▶ [WHAT IS NEEDED]:
Word for word, write out all of the data below.

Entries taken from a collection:
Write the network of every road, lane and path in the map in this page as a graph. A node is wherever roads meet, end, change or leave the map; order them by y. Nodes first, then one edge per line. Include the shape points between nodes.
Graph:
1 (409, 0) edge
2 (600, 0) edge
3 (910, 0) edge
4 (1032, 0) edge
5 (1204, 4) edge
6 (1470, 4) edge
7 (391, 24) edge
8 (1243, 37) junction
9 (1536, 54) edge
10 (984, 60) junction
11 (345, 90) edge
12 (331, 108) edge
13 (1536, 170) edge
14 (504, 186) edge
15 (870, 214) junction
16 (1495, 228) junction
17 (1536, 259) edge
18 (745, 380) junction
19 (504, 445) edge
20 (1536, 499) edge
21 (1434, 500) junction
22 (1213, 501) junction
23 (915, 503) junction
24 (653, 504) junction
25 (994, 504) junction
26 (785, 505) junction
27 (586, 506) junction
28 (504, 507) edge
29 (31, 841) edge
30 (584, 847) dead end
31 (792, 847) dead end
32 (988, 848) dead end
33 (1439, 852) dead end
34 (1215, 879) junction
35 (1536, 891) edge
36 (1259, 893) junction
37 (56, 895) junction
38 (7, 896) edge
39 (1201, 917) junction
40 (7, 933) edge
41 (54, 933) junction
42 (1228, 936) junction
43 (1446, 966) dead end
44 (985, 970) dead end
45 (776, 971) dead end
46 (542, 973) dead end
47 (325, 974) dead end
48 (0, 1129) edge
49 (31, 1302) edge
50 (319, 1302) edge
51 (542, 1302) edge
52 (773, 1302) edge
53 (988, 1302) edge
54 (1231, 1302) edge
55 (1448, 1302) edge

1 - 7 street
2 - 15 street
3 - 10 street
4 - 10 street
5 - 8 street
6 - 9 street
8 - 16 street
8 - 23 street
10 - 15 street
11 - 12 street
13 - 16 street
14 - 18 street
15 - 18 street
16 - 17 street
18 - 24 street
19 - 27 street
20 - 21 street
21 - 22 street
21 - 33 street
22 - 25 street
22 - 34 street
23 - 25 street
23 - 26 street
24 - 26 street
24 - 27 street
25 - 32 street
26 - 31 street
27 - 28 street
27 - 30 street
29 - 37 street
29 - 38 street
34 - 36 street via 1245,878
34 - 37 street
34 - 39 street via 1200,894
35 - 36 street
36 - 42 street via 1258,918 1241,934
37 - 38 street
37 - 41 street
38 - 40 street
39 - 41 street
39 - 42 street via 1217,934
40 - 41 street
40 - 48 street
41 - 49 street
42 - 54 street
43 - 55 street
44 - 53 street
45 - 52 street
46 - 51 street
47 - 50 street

▶ [TASK SOLUTION]:
Write the network of every road, lane and path in the map in this page as a graph. A node is wherever roads meet, end, change or leave the map; order them by y. Nodes first, then one edge per line. Include the shape points between nodes.
Graph:
1 (409, 0) edge
2 (600, 0) edge
3 (910, 0) edge
4 (1032, 0) edge
5 (1204, 4) edge
6 (1470, 4) edge
7 (391, 24) edge
8 (1243, 37) junction
9 (1536, 54) edge
10 (984, 60) junction
11 (345, 90) edge
12 (331, 108) edge
13 (1536, 170) edge
14 (504, 186) edge
15 (870, 214) junction
16 (1495, 228) junction
17 (1536, 259) edge
18 (745, 380) junction
19 (504, 445) edge
20 (1536, 499) edge
21 (1434, 500) junction
22 (1213, 501) junction
23 (915, 503) junction
24 (653, 504) junction
25 (994, 504) junction
26 (785, 505) junction
27 (586, 506) junction
28 (504, 507) edge
29 (31, 841) edge
30 (584, 847) dead end
31 (792, 847) dead end
32 (988, 848) dead end
33 (1439, 852) dead end
34 (1215, 879) junction
35 (1536, 891) edge
36 (1259, 893) junction
37 (56, 895) junction
38 (7, 896) edge
39 (1201, 917) junction
40 (7, 933) edge
41 (54, 933) junction
42 (1228, 936) junction
43 (1446, 966) dead end
44 (985, 970) dead end
45 (776, 971) dead end
46 (542, 973) dead end
47 (325, 974) dead end
48 (0, 1129) edge
49 (31, 1302) edge
50 (319, 1302) edge
51 (542, 1302) edge
52 (773, 1302) edge
53 (988, 1302) edge
54 (1231, 1302) edge
55 (1448, 1302) edge

1 - 7 street
2 - 15 street
3 - 10 street
4 - 10 street
5 - 8 street
6 - 9 street
8 - 16 street
8 - 23 street
10 - 15 street
11 - 12 street
13 - 16 street
14 - 18 street
15 - 18 street
16 - 17 street
18 - 24 street
19 - 27 street
20 - 21 street
21 - 22 street
21 - 33 street
22 - 25 street
22 - 34 street
23 - 25 street
23 - 26 street
24 - 26 street
24 - 27 street
25 - 32 street
26 - 31 street
27 - 28 street
27 - 30 street
29 - 37 street
29 - 38 street
34 - 36 street via 1245,878
34 - 37 street
34 - 39 street via 1200,894
35 - 36 street
36 - 42 street via 1258,918 1241,934
37 - 38 street
37 - 41 street
38 - 40 street
39 - 41 street
39 - 42 street via 1217,934
40 - 41 street
40 - 48 street
41 - 49 street
42 - 54 street
43 - 55 street
44 - 53 street
45 - 52 street
46 - 51 street
47 - 50 street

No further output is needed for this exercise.